According to CEO Werner de Jager, Cashbuild is closing its two underperforming locations in Zambia because of the challenging business climate there.
The group presented its financial results for the year that ended on June 26 on Wednesday. As the spike in DIY projects brought on by the Covid-19 lockout peaked, its income fell 12% to R11.1 billion.
Headline earnings for the group fell by a third to R436 million.
De Jager noted that its performance in the previous financial year was “exceptional” – profits more than doubled. As a standalone, the 2022 financial year’s performance is still solid – and the second-best year to date in terms of performance, said de Jager. “It is still a very good set of results on a standalone basis,” he said.
Anthony Clark, the analyst of Small Talk Daily Research, noted that Cashbuild had an extraordinary run during the pandemic that continued into the post-pandemic recovery period. But the slowdown in growth for the building materials, DIY and construction sectors overall was expected.
De Jager also discussed the group’s strategic plans for the year ahead. It will “extract” itself from Zambia by closing down the two stores in the country. “In fact, they have stopped trading,” De Jager said. Cashbuild used to have three stores in the country, and the remaining two are still underperforming, noted De Jager.
“It is very difficult to trade there. We battled to get management into the country,” he said. From a strategic perspective, it made sense to withdraw their presence.

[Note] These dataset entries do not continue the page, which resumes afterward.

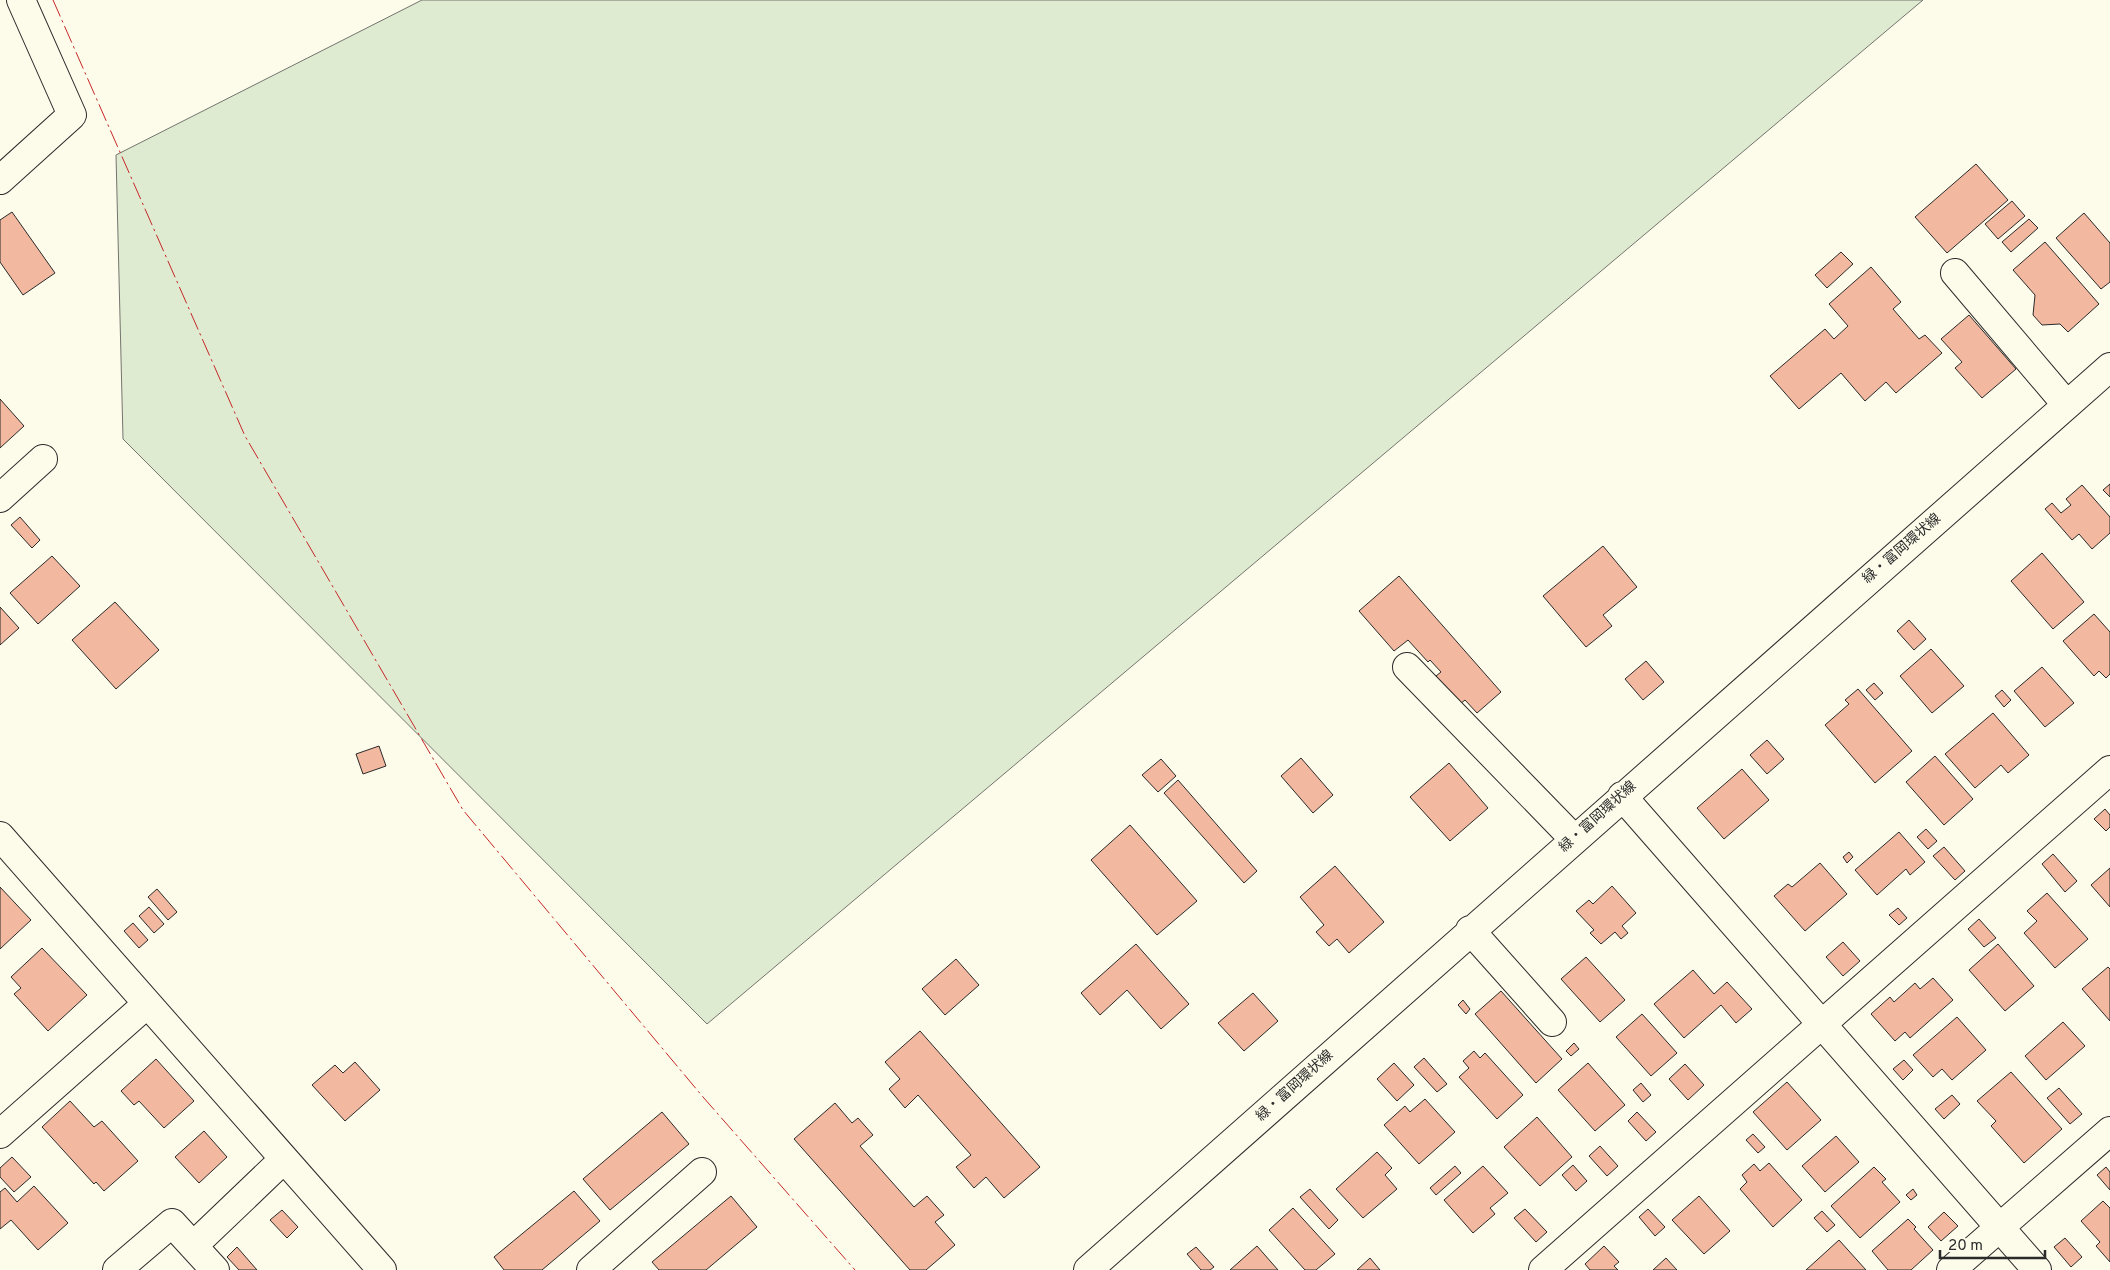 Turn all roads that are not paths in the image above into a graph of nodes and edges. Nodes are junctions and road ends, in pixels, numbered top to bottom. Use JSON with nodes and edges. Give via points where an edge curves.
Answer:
{"nodes":[{"id":1,"x":21,"y":0,"type":"edge"},
{"id":2,"x":0,"y":180,"type":"edge"},
{"id":3,"x":1956,"y":273,"type":"dead end"},
{"id":4,"x":2110,"y":367,"type":"edge"},
{"id":5,"x":2066,"y":404,"type":"junction"},
{"id":6,"x":43,"y":459,"type":"dead end"},
{"id":7,"x":0,"y":498,"type":"edge"},
{"id":8,"x":1407,"y":666,"type":"dead end"},
{"id":9,"x":2110,"y":770,"type":"edge"},
{"id":10,"x":1622,"y":796,"type":"junction"},
{"id":11,"x":0,"y":836,"type":"edge"},
{"id":12,"x":1574,"y":839,"type":"junction"},
{"id":13,"x":1470,"y":930,"type":"junction"},
{"id":14,"x":147,"y":1004,"type":"junction"},
{"id":15,"x":1552,"y":1022,"type":"dead end"},
{"id":16,"x":1821,"y":1026,"type":"junction"},
{"id":17,"x":2110,"y":1131,"type":"edge"},
{"id":18,"x":0,"y":1134,"type":"edge"},
{"id":19,"x":284,"y":1159,"type":"junction"},
{"id":20,"x":702,"y":1172,"type":"dead end"},
{"id":21,"x":2000,"y":1228,"type":"junction"},
{"id":22,"x":193,"y":1246,"type":"junction"},
{"id":23,"x":117,"y":1270,"type":"edge"},
{"id":24,"x":215,"y":1270,"type":"edge"},
{"id":25,"x":382,"y":1270,"type":"edge"},
{"id":26,"x":591,"y":1270,"type":"edge"},
{"id":27,"x":1088,"y":1270,"type":"edge"},
{"id":28,"x":1543,"y":1270,"type":"edge"},
{"id":29,"x":1952,"y":1270,"type":"edge"},
{"id":30,"x":2037,"y":1270,"type":"edge"}],
"edges":[{"from":1,"to":2,"type":"street","via":[[72,115]]},
{"from":3,"to":5,"type":"street"},
{"from":4,"to":5,"type":"street","name":"緑・富岡環状線"},
{"from":5,"to":10,"type":"street","name":"緑・富岡環状線"},
{"from":6,"to":7,"type":"street"},
{"from":8,"to":12,"type":"street"},
{"from":9,"to":16,"type":"street"},
{"from":10,"to":12,"type":"street","name":"緑・富岡環状線"},
{"from":10,"to":16,"type":"street"},
{"from":11,"to":14,"type":"street"},
{"from":12,"to":13,"type":"street","name":"緑・富岡環状線"},
{"from":13,"to":15,"type":"street"},
{"from":13,"to":27,"type":"street","name":"緑・富岡環状線"},
{"from":14,"to":18,"type":"street"},
{"from":14,"to":19,"type":"street"},
{"from":16,"to":21,"type":"street"},
{"from":16,"to":28,"type":"street"},
{"from":17,"to":21,"type":"street"},
{"from":19,"to":22,"type":"street"},
{"from":19,"to":25,"type":"street"},
{"from":20,"to":26,"type":"street"},
{"from":21,"to":29,"type":"street"},
{"from":21,"to":30,"type":"street"},
{"from":22,"to":23,"type":"street","via":[[172,1223]]},
{"from":22,"to":24,"type":"street"}]}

Cashbuild has 318 stores across southern Africa, including Namibia, Eswatini, Lesotho, Malawi and Botswana. During the period, it opened four new stores but closed five stores – some of which were affected by the looting, and two that were not performing. There are five stores that haven’t reopened since the looting – four of them have dates to reopen, but the final one will probably be closed, he added.
De Jager said that for the year ahead, the group plans to open between five and seven new stores.
The group doesn’t have any proposed acquisitions on its radar. Its planned purchase of hardware chain, The Building Company, collapsed in August 2021.
Cashbuild didn’t express much optimism for the coming months, warning its consumers to face inflationary pressures. De Jager noted that retail customers come “less frequently” into stores as households are under pressure. Fuel costs and transport costs will also probably impact consumers. Inflation will affect the affordability of products for customers, and it will be a “tough year” ahead, he added.
Conditions have also been “quite negative” since the looting, he said.
Clark similarly shared views that a slower operating environment is on the cards. “We are going to be in a constrained environment, where people’s disposable income is being eaten up by higher interest costs to their homes, higher car bills, higher fuel costs, higher food price inflation. [There will be] less discretionary income for residential upgrades,” he said.
But households won’t quit upgrades entirely, he added. Building materials and DIY sector companies are still likely to report increases – albeit single digits. “That means underlying profitability is going to slow,” he said.